[Required action]
After reading the entries below, report how many lines have the string "bridge" in them, giving the number alone.

[Given records]
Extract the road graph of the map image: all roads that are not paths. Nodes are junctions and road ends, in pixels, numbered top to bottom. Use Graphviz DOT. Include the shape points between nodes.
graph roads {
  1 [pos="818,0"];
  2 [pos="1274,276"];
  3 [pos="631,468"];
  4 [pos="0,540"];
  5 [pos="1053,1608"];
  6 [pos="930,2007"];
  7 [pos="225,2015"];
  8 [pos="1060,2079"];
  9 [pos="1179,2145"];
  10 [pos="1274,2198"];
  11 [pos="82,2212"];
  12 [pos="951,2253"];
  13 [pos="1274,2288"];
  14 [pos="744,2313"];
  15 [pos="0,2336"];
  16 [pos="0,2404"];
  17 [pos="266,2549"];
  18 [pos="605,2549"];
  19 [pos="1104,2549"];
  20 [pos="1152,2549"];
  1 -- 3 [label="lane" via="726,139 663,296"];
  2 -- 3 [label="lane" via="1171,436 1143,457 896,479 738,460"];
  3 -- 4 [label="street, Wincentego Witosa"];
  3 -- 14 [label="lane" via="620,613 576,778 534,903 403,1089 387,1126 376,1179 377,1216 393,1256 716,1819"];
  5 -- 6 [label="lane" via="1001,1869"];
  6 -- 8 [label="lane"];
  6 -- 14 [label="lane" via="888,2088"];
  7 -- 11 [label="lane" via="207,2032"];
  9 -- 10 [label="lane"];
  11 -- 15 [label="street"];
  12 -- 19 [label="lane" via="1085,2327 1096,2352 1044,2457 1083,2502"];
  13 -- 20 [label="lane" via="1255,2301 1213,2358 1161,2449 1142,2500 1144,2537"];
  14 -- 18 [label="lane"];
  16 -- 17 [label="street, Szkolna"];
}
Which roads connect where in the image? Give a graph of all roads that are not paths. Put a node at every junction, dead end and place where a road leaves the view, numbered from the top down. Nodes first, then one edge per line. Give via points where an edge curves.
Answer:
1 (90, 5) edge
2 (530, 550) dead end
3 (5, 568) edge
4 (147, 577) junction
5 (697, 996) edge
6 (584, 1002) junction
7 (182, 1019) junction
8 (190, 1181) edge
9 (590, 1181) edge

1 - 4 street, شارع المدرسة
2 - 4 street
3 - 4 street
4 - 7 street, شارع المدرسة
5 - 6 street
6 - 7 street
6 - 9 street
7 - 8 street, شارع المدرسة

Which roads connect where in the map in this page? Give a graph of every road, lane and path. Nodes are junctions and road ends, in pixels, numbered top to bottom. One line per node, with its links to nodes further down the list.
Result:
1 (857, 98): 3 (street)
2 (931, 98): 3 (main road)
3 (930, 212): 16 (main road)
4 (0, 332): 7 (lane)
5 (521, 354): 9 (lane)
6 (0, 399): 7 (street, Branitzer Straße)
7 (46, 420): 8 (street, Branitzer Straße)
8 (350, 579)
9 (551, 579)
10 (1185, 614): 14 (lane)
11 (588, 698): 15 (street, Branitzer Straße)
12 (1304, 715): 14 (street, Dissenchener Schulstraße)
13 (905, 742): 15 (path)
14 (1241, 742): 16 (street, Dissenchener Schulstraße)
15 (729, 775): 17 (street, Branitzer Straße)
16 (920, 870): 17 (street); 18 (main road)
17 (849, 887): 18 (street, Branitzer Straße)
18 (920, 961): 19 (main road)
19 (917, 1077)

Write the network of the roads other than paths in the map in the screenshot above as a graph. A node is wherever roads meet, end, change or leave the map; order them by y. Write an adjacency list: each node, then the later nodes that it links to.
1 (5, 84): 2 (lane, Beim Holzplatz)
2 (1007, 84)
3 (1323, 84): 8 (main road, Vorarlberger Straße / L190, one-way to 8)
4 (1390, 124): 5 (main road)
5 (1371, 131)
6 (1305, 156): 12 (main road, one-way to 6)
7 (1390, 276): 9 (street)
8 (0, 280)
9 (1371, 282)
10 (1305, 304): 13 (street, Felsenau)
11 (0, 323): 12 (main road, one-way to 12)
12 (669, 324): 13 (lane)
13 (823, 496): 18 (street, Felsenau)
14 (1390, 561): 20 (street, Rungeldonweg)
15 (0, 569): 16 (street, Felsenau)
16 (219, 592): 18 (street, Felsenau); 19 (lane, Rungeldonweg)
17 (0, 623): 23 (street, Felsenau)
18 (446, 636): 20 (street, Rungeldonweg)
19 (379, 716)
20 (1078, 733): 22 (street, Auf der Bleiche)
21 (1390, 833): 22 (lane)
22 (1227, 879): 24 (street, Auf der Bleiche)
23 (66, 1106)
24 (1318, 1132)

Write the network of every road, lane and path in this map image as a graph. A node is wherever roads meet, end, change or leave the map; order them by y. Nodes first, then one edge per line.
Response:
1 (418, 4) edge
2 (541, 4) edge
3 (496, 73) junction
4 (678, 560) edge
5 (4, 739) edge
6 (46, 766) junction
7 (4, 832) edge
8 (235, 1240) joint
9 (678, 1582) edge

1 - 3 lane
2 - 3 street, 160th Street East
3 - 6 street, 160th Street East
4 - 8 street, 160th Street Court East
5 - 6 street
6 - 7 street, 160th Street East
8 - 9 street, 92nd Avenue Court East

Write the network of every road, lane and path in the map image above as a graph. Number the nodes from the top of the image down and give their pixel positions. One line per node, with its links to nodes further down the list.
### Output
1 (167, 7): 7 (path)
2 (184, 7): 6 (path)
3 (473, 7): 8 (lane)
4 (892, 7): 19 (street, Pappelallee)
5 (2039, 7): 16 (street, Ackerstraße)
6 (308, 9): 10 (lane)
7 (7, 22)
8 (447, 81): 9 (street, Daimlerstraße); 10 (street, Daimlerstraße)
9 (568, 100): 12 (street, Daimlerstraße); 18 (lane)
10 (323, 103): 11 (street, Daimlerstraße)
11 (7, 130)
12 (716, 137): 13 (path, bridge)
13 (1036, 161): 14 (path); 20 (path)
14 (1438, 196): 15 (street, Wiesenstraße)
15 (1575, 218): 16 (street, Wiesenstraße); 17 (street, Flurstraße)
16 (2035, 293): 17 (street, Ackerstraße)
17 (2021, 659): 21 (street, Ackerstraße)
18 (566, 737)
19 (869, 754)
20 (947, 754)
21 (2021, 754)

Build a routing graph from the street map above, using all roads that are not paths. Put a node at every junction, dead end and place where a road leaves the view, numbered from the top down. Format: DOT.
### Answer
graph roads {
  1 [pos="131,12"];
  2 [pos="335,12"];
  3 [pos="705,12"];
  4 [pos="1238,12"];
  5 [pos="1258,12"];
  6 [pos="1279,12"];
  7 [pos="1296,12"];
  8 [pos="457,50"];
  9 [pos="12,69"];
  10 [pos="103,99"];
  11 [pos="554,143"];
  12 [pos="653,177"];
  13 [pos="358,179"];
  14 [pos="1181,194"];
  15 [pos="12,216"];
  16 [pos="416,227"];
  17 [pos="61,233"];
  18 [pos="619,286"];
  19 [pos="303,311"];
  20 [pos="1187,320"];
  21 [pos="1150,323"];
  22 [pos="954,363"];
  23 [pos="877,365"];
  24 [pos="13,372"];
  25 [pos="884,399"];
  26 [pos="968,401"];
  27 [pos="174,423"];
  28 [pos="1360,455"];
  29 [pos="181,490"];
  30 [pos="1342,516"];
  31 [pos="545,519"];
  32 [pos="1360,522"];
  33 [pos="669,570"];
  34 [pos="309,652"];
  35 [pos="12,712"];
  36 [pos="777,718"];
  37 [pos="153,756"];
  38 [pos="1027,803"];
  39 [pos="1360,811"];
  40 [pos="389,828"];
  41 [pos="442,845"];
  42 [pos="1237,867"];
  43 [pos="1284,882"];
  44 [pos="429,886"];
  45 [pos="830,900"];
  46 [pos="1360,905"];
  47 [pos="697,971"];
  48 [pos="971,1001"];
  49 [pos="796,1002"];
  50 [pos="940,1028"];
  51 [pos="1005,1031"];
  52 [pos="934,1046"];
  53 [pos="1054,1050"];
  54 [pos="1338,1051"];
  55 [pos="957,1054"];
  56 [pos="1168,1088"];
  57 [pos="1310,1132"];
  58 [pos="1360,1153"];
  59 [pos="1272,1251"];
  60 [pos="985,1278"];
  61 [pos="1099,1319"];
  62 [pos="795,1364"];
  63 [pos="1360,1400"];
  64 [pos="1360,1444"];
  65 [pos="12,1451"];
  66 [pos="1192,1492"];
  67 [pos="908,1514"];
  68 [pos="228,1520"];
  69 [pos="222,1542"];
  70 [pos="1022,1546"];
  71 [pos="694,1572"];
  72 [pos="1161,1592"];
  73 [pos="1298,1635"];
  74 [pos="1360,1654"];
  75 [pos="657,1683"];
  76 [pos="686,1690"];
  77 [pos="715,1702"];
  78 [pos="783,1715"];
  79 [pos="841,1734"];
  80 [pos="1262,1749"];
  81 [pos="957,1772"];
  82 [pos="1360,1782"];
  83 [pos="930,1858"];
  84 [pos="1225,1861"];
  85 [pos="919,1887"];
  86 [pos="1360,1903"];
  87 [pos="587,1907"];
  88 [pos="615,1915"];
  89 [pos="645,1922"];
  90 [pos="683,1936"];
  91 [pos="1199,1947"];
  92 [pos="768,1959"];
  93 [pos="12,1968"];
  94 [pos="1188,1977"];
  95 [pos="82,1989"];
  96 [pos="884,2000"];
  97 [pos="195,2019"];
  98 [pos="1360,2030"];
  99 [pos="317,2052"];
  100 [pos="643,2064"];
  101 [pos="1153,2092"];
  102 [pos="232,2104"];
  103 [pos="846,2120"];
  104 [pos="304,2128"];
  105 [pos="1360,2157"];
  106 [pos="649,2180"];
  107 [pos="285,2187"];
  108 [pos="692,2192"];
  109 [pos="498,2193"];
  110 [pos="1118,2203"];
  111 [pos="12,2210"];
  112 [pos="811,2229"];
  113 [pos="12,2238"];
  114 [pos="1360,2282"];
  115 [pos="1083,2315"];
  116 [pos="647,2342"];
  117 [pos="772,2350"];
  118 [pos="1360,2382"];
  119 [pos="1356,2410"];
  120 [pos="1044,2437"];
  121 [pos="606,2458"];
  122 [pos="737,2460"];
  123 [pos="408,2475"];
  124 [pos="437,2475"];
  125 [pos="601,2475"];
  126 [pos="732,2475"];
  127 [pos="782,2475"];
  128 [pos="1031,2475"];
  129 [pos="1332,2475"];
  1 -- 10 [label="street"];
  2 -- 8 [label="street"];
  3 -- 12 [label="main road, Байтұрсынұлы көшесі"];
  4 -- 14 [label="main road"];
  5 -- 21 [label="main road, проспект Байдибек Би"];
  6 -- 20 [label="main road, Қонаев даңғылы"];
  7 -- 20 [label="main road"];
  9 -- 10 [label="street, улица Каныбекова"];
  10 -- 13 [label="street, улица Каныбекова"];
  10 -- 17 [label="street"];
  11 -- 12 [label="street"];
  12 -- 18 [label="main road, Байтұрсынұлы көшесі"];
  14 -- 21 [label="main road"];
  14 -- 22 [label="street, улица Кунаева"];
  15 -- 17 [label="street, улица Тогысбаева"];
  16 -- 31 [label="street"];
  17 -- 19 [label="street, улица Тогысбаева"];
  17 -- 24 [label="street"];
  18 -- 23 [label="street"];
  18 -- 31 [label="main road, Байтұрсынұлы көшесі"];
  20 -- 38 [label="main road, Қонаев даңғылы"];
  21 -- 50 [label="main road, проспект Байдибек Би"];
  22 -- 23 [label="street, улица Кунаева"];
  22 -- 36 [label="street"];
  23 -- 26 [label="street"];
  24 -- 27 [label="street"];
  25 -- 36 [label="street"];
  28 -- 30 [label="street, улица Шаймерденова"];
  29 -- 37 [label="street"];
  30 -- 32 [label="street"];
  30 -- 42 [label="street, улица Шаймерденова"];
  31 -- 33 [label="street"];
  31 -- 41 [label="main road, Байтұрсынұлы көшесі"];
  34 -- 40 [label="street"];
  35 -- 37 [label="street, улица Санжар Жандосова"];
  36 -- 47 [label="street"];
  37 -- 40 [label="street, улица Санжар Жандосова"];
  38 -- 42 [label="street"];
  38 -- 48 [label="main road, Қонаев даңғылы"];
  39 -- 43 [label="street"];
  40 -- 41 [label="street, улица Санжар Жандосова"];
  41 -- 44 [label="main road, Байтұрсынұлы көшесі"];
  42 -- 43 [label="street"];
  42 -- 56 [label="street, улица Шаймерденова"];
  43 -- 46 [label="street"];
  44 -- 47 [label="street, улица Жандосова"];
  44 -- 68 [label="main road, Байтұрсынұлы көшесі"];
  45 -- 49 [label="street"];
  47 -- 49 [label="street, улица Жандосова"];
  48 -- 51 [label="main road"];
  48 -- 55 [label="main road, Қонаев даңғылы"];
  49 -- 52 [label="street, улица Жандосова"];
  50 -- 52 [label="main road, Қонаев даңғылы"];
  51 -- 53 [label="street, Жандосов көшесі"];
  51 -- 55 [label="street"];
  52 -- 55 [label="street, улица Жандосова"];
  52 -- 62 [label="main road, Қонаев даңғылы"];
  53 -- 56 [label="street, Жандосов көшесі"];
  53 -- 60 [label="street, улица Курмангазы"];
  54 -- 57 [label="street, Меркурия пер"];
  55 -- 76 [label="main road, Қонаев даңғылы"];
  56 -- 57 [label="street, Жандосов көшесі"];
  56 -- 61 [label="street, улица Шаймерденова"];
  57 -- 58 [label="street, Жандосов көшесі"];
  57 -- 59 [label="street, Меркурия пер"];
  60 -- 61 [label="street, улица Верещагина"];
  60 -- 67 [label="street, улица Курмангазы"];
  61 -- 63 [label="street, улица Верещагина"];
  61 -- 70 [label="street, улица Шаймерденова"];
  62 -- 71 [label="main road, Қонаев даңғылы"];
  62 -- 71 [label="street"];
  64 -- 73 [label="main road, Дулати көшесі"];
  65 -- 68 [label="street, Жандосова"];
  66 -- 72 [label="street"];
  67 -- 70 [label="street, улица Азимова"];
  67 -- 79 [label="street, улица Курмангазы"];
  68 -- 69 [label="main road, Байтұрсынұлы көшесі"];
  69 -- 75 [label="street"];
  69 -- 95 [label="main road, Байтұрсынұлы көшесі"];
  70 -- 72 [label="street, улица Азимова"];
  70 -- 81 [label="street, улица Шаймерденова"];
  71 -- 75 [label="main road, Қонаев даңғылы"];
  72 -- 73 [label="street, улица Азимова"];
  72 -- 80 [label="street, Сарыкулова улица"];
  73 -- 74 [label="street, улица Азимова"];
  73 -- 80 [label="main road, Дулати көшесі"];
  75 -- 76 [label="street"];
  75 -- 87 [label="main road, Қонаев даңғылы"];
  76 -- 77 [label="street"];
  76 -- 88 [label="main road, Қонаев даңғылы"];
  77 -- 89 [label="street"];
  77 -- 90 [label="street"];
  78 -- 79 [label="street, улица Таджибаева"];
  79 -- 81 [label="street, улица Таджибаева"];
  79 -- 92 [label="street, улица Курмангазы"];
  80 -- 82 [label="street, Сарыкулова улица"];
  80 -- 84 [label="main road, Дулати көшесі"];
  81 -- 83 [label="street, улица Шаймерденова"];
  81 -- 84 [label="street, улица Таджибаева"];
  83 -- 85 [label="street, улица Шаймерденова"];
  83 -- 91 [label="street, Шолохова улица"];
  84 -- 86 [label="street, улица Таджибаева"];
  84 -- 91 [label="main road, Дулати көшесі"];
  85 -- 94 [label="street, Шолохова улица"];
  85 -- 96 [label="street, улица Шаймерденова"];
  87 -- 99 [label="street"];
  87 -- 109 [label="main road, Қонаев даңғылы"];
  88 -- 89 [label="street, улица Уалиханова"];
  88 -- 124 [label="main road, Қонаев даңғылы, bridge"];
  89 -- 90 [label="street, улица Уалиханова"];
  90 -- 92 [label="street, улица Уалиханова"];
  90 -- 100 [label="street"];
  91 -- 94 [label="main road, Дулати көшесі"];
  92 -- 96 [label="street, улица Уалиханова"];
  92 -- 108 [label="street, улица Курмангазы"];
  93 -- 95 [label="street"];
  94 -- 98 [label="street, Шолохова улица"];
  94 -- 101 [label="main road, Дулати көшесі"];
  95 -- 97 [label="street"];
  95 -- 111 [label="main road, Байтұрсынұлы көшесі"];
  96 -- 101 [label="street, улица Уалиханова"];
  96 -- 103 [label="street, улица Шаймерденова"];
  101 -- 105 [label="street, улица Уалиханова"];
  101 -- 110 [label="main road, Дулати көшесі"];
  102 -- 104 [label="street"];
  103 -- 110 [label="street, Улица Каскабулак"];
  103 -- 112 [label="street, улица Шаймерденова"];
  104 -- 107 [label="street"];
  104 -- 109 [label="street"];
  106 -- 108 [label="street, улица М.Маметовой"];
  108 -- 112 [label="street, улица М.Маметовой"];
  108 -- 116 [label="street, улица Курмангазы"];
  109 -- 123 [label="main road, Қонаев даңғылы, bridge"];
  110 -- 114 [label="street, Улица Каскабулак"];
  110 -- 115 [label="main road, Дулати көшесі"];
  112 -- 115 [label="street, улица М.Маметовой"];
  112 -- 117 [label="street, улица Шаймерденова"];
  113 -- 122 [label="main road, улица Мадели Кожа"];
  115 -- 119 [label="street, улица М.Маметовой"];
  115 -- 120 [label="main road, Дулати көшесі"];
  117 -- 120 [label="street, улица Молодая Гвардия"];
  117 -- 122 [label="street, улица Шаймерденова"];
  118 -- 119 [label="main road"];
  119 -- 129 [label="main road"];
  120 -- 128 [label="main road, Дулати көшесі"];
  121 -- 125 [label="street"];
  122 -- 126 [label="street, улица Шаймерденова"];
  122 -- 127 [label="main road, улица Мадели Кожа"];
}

[Answer]
3